■ WHAT NEEDS TO BE DONE ■
Could you show all lines in the entries below that contain the string "Terrace"?
── AVAILABLE DATA
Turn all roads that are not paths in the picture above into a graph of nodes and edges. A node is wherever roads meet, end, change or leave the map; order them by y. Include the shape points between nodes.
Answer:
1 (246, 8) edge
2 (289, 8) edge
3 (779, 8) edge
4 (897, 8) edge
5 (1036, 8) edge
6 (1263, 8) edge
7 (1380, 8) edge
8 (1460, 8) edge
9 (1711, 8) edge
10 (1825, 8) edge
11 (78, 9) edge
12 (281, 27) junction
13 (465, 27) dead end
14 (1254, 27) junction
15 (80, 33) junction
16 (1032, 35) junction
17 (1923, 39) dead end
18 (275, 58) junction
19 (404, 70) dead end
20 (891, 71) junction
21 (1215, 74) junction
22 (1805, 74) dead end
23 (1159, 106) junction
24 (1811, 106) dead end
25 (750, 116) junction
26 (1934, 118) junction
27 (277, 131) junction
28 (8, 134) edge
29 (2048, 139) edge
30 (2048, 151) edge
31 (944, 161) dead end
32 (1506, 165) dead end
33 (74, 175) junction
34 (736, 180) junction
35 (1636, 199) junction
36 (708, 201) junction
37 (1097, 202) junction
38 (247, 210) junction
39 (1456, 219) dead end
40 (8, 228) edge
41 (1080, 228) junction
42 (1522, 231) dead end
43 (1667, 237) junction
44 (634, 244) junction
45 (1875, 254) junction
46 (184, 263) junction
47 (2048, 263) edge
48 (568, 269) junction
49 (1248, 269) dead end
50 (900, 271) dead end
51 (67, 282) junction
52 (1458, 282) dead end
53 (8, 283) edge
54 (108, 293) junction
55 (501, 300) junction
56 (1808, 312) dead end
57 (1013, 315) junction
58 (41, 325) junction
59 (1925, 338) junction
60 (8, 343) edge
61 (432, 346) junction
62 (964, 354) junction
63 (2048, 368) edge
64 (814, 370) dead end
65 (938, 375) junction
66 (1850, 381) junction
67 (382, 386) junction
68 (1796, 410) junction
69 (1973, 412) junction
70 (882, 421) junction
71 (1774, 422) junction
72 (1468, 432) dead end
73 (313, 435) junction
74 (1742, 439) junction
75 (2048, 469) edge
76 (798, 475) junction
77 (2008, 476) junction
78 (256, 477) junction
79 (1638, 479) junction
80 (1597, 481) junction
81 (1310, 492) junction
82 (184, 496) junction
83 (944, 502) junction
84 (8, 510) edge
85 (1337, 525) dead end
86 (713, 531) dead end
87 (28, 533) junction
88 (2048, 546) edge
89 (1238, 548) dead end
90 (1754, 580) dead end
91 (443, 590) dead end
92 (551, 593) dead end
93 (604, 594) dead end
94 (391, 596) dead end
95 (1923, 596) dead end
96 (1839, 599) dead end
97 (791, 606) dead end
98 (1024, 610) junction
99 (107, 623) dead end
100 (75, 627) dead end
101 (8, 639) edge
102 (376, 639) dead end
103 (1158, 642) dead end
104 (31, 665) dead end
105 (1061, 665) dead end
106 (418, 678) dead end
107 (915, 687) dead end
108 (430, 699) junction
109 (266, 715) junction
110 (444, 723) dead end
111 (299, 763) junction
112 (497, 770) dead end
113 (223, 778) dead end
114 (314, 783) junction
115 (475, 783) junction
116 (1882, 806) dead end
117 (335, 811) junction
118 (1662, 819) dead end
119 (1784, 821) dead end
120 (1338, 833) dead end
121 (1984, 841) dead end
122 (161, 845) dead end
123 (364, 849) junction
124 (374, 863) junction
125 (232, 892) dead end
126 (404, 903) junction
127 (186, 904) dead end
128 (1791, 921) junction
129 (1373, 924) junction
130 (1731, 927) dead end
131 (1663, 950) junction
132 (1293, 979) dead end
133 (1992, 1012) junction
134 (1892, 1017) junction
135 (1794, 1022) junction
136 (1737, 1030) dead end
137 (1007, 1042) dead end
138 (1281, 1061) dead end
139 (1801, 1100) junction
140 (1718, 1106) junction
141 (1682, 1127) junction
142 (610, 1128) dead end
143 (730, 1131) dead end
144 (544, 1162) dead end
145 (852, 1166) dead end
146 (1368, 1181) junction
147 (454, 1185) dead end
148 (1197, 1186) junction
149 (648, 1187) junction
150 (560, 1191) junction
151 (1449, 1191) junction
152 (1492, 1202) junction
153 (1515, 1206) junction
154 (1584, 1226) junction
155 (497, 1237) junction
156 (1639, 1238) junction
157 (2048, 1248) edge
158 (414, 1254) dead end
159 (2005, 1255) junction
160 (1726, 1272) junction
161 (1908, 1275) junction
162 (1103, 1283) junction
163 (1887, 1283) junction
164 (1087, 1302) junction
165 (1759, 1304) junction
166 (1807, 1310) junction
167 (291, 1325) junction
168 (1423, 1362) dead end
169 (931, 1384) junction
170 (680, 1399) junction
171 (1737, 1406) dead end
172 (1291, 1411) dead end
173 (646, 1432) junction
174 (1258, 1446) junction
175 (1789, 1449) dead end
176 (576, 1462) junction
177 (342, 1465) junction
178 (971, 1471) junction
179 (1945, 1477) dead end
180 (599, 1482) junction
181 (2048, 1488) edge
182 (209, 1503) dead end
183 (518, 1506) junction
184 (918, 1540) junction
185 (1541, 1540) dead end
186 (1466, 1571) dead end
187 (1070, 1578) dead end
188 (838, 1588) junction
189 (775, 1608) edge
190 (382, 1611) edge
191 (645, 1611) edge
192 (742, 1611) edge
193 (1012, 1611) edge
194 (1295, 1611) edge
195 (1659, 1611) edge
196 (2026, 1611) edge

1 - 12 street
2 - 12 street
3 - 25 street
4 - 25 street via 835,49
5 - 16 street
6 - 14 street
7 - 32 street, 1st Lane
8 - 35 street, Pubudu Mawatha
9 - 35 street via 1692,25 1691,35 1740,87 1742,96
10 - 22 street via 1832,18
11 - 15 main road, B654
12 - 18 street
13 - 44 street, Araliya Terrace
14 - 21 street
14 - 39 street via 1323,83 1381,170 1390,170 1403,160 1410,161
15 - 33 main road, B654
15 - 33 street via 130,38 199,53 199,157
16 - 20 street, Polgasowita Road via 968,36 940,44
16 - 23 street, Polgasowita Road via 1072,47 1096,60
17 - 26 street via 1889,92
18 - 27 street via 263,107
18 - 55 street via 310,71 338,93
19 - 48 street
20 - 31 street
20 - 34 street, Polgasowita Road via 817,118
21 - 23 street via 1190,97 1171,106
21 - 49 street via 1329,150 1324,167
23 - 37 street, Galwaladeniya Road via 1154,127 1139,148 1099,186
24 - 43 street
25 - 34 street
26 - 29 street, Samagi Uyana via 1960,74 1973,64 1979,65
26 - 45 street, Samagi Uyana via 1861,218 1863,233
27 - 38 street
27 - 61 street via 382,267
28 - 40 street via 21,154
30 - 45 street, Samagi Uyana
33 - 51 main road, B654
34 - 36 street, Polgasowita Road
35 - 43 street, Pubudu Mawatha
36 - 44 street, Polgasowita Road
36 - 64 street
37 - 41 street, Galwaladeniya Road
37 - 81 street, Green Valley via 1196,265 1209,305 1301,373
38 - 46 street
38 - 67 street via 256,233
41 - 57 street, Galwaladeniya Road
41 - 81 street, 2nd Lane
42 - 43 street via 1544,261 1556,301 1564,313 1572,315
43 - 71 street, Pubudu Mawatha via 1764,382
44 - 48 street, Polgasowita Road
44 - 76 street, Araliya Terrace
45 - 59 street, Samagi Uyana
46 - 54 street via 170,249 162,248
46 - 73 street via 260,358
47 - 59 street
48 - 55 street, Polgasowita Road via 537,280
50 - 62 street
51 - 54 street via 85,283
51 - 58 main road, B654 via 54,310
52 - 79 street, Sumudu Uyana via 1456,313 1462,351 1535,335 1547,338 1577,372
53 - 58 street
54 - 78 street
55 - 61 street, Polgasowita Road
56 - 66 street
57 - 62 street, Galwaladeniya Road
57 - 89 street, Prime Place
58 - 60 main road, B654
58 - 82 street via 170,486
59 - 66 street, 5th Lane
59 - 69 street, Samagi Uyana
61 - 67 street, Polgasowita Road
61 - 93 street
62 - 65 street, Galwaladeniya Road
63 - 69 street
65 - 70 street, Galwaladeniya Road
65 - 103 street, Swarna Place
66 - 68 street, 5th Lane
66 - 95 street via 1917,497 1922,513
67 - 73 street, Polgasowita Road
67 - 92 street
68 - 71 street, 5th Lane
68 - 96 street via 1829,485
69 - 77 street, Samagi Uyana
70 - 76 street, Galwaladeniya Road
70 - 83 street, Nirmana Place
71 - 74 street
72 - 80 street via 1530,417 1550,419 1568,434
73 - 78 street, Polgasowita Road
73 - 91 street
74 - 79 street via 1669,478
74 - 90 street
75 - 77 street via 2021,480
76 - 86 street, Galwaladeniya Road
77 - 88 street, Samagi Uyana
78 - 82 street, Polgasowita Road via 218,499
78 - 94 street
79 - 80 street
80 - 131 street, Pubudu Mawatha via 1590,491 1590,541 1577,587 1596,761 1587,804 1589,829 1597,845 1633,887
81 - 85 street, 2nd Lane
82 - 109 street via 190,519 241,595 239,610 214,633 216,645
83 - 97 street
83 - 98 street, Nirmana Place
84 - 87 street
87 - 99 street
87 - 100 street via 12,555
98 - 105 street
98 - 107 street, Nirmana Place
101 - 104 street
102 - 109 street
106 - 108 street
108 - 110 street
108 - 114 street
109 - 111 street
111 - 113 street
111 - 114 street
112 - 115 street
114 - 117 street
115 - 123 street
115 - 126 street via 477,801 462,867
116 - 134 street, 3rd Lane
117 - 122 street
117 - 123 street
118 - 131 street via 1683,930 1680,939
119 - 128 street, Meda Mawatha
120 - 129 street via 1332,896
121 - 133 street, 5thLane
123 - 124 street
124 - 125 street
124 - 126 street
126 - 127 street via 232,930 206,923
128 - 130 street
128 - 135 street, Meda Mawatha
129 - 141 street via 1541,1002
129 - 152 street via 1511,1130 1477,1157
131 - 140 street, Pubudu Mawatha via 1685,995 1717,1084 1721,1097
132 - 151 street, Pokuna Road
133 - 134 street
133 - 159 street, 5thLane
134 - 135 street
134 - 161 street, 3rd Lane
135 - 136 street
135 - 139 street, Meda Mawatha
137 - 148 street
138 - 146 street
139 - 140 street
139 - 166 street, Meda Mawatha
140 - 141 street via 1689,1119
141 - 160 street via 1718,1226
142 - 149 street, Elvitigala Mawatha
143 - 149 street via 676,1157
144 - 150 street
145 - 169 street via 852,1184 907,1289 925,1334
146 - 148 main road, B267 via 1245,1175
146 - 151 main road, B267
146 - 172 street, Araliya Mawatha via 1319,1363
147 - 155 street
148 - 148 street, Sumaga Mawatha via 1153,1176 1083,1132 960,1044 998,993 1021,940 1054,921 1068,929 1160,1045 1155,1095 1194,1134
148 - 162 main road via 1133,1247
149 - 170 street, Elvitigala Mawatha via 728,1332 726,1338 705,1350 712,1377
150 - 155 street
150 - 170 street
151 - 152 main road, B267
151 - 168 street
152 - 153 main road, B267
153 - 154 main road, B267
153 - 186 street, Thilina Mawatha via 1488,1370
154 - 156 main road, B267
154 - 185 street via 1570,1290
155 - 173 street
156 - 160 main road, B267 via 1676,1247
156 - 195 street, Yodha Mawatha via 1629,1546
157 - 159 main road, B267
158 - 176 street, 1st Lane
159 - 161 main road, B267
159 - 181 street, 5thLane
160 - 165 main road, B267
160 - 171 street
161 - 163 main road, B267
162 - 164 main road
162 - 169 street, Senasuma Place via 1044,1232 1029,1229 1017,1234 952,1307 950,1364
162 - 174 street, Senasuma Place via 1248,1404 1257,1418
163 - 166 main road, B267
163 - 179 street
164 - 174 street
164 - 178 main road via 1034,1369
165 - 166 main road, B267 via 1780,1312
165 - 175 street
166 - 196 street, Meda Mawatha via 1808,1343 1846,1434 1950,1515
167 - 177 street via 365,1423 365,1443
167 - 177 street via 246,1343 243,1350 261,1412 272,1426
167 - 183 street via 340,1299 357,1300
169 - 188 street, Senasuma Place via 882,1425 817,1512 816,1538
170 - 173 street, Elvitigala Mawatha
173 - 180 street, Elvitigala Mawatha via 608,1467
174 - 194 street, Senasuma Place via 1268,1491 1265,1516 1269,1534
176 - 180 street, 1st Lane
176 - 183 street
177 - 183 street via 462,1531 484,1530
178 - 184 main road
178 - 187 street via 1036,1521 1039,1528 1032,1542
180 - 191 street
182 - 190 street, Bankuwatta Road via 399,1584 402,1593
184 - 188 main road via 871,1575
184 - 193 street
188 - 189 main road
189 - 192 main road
────
■ ANSWER FOR THIS EXERCISE ■
13 - 44 street, Araliya Terrace
44 - 76 street, Araliya Terrace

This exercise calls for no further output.